Note: This bug is displayed in read-only format because the product is no longer active in Red Hat Bugzilla.
For bugs related to Red Hat Enterprise Linux 5 product line. The current stable release is 5.10. For Red Hat Enterprise Linux 6 and above, please visit Red Hat JIRA https://issues.redhat.com/secure/CreateIssue!default.jspa?pid=12332745 to report new issues.

Bug 494885

Summary: GFS2: gfs2_grow changes to rindex read in wrong by the kernel
Product: Red Hat Enterprise Linux 5 Reporter: Nate Straz <nstraz>
Component: kernelAssignee: Ben Marzinski <bmarzins>
Status: CLOSED ERRATA QA Contact: Cluster QE <mspqa-list>
Severity: medium Docs Contact:
Priority: low    
Version: 5.3CC: bmarzins, cluster-maint, dzickus, edamato, jtluka
Target Milestone: rc   
Target Release: ---   
Hardware: All   
OS: Linux   
Whiteboard:
Fixed In Version: Doc Type: Bug Fix
Doc Text:
Story Points: ---
Clone Of: Environment:
Last Closed: 2009-09-02 08:54:21 UTC Type: ---
Regression: --- Mount Type: ---
Documentation: --- CRM:
Verified Versions: Category: ---
oVirt Team: --- RHEL 7.3 requirements from Atomic Host:
Cloudforms Team: --- Target Upstream Version:
Embargoed:
Attachments:
Description Flags
RHEL 5 fix.
none
Updated RHEL5 fix. none

Description Nate Straz 2009-04-08 14:34:30 UTC
Description of problem:

While testing gfs2_grow I found that the kernel can think that the file system is larger than the block device after a gfs2_grow.


lvextend -l +100%FREE growfs/grow1 on dash-02
  Extending logical volume grow1 to 698.16 GB
  Logical volume grow1 successfully resized
growing grow1 on dash-01
FS: Mount Point: /mnt/grow1
FS: Device:      /dev/mapper/growfs-grow1
FS: Size:        610057173 (0x245cbbd5)
FS: RG size:     523654 (0x7fd86)
DEV: Size:       732069888 (0x2ba28000)
The file system grew by 119153MB.
gfs2_grow complete.
verifying grow
getsize on dash-02
waiting for GFS file system size to update
getsize on dash-02
waiting for GFS file system size to update
getsize on dash-03
waiting for GFS file system size to update
getsize on dash-01
file system thinks it is larger than volume
fs = 873382, lv = 749639.57


Version-Release number of selected component (if applicable):
gfs2-utils-0.1.53-1.el5_3.2
kernel-2.6.18-128.el5

How reproducible:
easily

Steps to Reproduce:
1. growfs -2 -g 1 -i 5

  
Actual results:
See above

Expected results:
After a gfs2_grow, statfs should show that the file system's size is similar to the block device's size.

Additional info:

Comment 2 Ben Marzinski 2009-05-28 04:06:49 UTC
I'm not sure if this is related, but while trying to simplify the test case that hits this, I ran growfs on only one filesystem.  I was still using a three node cluster, but only one node was actually mounting the filesystem.  In this setup, I don't get any errors while growing the filesystem, but I hang on unmount.

Specifically, the super_block's s_umount rw_semaphore is blocked.... boy is it blocked!

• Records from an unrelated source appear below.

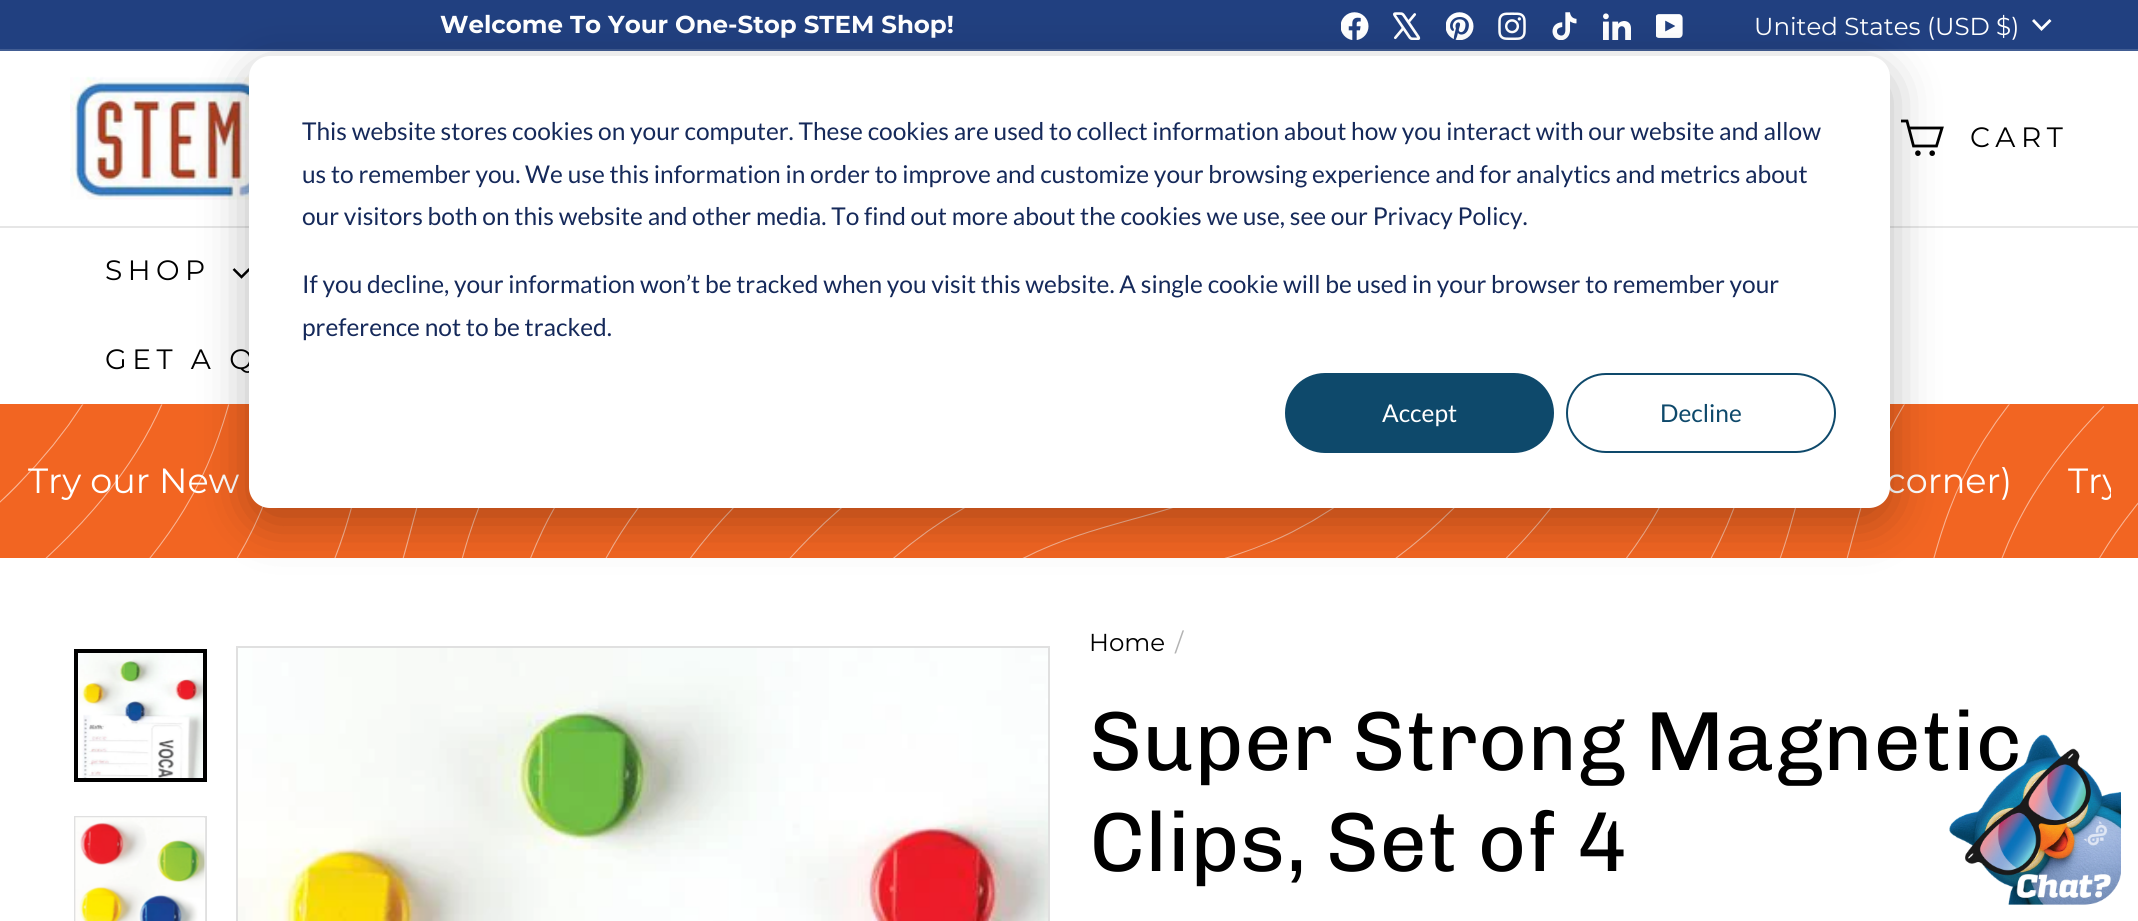 import math
import cairocffi as cairo

surface = cairo.ImageSurface(cairo.FORMAT_RGB24, 2138, 921)
ctx = cairo.Context(surface)
options = cairo.FontOptions()
options.set_hint_metrics(cairo.HINT_METRICS_OFF)
options.set_hint_style(cairo.HINT_STYLE_NONE)
ctx.set_font_options(options)
ctx.set_miter_limit(4)


def rgb(r, g, b):
    ctx.set_source_rgb(r / 255, g / 255, b / 255)


def face(family, size, italic, bold):
    ctx.select_font_face(family, cairo.FONT_SLANT_ITALIC if italic else cairo.FONT_SLANT_NORMAL, cairo.FONT_WEIGHT_BOLD if bold else cairo.FONT_WEIGHT_NORMAL)
    ctx.set_font_size(size)


def label(x, y, s):
    ctx.move_to(x, y)
    ctx.show_text(s)


def tracked(x, y, s, letter, word):
    ctx.move_to(x, y)
    for ch in s:
        ctx.show_text(ch)
        ctx.rel_move_to(letter + word * (ch == ' '), 0)


def rect(x, y, w, h):
    ctx.rectangle(x, y, w, h)
    ctx.fill()


def rrect(x, y, w, h, r):
    ctx.new_sub_path()
    for i, (u, v) in enumerate([(x + w - r, y + h - r), (x + r, y + h - r), (x + r, y + r), (x + w - r, y + r)]):
        ctx.arc(u, v, r, i * math.pi / 2, (i + 1) * math.pi / 2)
    ctx.close_path()


def soft_shadow(x, y, w, h, r, blur, alpha):
    ctx.push_group_with_content(cairo.CONTENT_ALPHA)
    ctx.set_operator(cairo.OPERATOR_SOURCE)
    for i in range(15, -16, -2):
        e = blur * i / 6
        if min(w, h) + 2 * e > 0:
            ctx.set_source_rgba(0, 0, 0, alpha * math.erfc((i - 1) / 8.5) / 2)
            rrect(x - e, y - e, w + 2 * e, h + 2 * e, max(0, min(r + e + blur * .6, min(w, h) / 2 + e)))
            ctx.fill()
    ctx.mask(ctx.pop_group())


def image(path, x, y, w, h):
    ctx.save()
    ctx.set_source_surface(cairo.ImageSurface.create_from_png(path), x, y)
    ctx.rectangle(x, y, w, h)
    ctx.fill()
    ctx.restore()


rgb(255, 255, 255)
ctx.paint()
rgb(33, 64, 128)
rect(0, 0, 2138, 49)
face('Montserrat', 24.5, 0, 1)
rgb(255, 255, 255)
label(440, 33, 'Welcome To Your One-Stop STEM Shop!')
image('image0.png', 1341, 12, 28, 28)
image('image1.png', 1393, 12, 28, 28)
image('image2.png', 1446, 12, 28, 28)
image('image3.png', 1498, 12, 28, 28)
image('image4.png', 1552, 12, 25, 28)
image('image5.png', 1603, 13, 28, 27)
image('image6.png', 1656, 14, 27, 24)
face('Montserrat', 24.5, 0, 0)
label(1754, 35, 'United States (USD $)')
ctx.new_path()
ctx.move_to(2033, 20)
ctx.line_to(2041.5, 29)
ctx.line_to(2050.5, 20)
ctx.set_line_width(2.8)
ctx.stroke()
rgb(66, 93, 147)
rect(0, 49, 2138, 2)
image('image7.png', 70, 76, 180, 124)
ctx.new_path()
ctx.move_to(1908.5, 128)
ctx.line_to(1942, 128)
ctx.line_to(1936.5, 146)
ctx.line_to(1913.5, 146)
ctx.line_to(1907, 121)
ctx.line_to(1901, 121)
rgb(0, 0, 0)
ctx.stroke()
ctx.arc(1917.9, 153.2, 1.4, 0, 2 * math.pi)
ctx.stroke()
ctx.arc(1932.2, 153.2, 1.4, 0, 2 * math.pi)
ctx.stroke()
face('Montserrat', 28, 0, 0)
tracked(1970, 147, 'CART', 5.5, 0)
rgb(230, 230, 230)
rect(0, 226, 2138, 2)
rgb(0, 0, 0)
tracked(105, 280, 'SHOP', 5.5, 0)
ctx.new_path()
ctx.move_to(233.5, 269)
ctx.line_to(241.5, 277)
ctx.line_to(249.5, 269)
ctx.set_line_width(2.5)
ctx.stroke()
tracked(105, 369, 'GET A Q', 5.5, 0)
rgb(242, 101, 34)
rect(0, 404, 2138, 154)
image('image8.png', 0, 404, 2138, 154)
face('Montserrat', 35, 0, 0)
rgb(255, 255, 255)
label(28, 493, 'Try our New')
label(1886, 493, 'corner)')
ctx.save()
ctx.rectangle(28, 460, 2083, 42)
ctx.clip()
label(2068, 493, 'Try')
ctx.restore()
image('image9.png', 78, 653, 125, 125)
ctx.rectangle(76, 651, 129, 129)
rgb(0, 0, 0)
ctx.set_line_width(4)
ctx.stroke()
ctx.rectangle(75, 817, 131, 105)
rgb(224, 224, 224)
ctx.set_line_width(2)
ctx.stroke()
image('image10.png', 75, 817, 131, 104)
ctx.rectangle(237, 647, 812, 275)
ctx.stroke()
image('image11.png', 238, 648, 810, 273)
face('Montserrat', 24.5, 0, 0)
rgb(0, 0, 0)
label(1089, 651, 'Home')
rgb(179, 179, 179)
label(1175, 651, '/')
face('Chivo', 84, 0, 0)
rgb(0, 0, 0)
label(1089, 770, 'Super Strong Magnetic')
label(1089, 871, 'Clips, Set of 4')
rgb(0, 0, 0)
soft_shadow(249, 70, 1641, 452, 21, 24.5, 0.28)
rgb(255, 255, 255)
rrect(249, 56, 1641, 452, 21)
ctx.fill()
face('Lato', 24.5, 0, 0)
rgb(21, 41, 90)
label(302, 140, 'This website stores cookies on your computer. These cookies are used to collect information about how you interact with our website and allow')
label(302, 183, 'us to remember you. We use this information in order to improve and customize your browsing experience and for analytics and metrics about')
label(302, 225, 'our visitors both on this website and other media. To find out more about the cookies we use, see our Privacy Policy.')
label(302, 293, 'If you decline, your information won’t be tracked when you visit this website. A single cookie will be used in your browser to remember your')
label(302, 336, 'preference not to be tracked.')
rgb(14, 73, 107)
rrect(1286, 374, 267, 78, 39)
ctx.fill_preserve()
ctx.stroke()
rgb(255, 255, 255)
label(1382, 422, 'Accept')
rrect(1567, 374, 268, 78, 39)
rgb(14, 73, 107)
ctx.stroke()
label(1660, 422, 'Decline')
image('image12.png', 1949, 734, 172, 171)
surface.write_to_png('render.png')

Looking at it, I see

  s_umount = {
    count = 851954, 
    wait_lock = {
      raw_lock = {
        slock = 1
      }
    }, 
    wait_list = {
      next = 0xf5f1af08, 
      prev = 0xf5f1af08
    }
  }, 


Just under a million readers!  I cannot see a single process that is actually in a section of code that would have a read lock on this, and the process list looks completely normal.  So it appears we are failing to unlock this semaphore in some fairly common call path.

Comment 3 Ben Marzinski 2009-05-28 19:16:22 UTC
In fact, I hit this unmount hang problem with one node, lock_nolock, and no IO to the filesystem during the grow.

Comment 4 Ben Marzinski 2009-05-28 22:17:38 UTC
Just to document the similest reproducer for the hang
This is using the 2.6.18-150.el5 kernel

# vgcreate test /dev/sdb1
# lvcreate -l 100%FREE test
# mkfs.gfs2 -p lock_nolock -j1 /dev/test/lvol0
# mount -t gfs2 /dev/test/lvol0 /mnt/test
# vgextend test /dev/sdb2
# lvextend -l +100%FREE test/lvol0
# gfs2_grow /mnt/test
# umount /mnt/test

Comment 5 Ben Marzinski 2009-06-09 21:28:40 UTC
For what it's worth, You can reproduce the "file system thinks it is larger than volume" error without doing any IO during the resizes.  However, you must run the
grows on different nodes to hit it.  Also, the resource groups are set up correctly. It seems like only the statfs information is bad.  Switching to statfs_slow breaks things worse.

Comment 6 Ben Marzinski 2009-06-10 18:36:38 UTC
This bug is caused by the following:

In adjust_fs_space() you calculate the new space based on the resource groups, but nothing guarantees that other nodes will sync their statfs changes before you do this, so you can get into the following situation

filesystem size starts at 1G

For both nodes A and B, the master size is 1G and the local size is 0

1. Node A grows the fs by 1G
Node A now has a local size of 1G
Node B local size is unchanged.
master size is unchanged

2. Node B grows the fs by 1G
Node B now has a local size of 2G
Node A local size is unchanged
master size is unchanged

3. Node A syncs its statfs changes
Node A now has a local size of 0
Node B local size is unchanged
master is now 2G

4. Node B syncs its statfs changes
Node B how has a local size of 0
Node A local size is unchanged
Master is now 4G

Now everyone will see a 4G filesystem.

It seems sensible to immediately sync filesystem size changes (calls to adjust_fs_space()). They should be infrequent enough that there are no real performance concerns.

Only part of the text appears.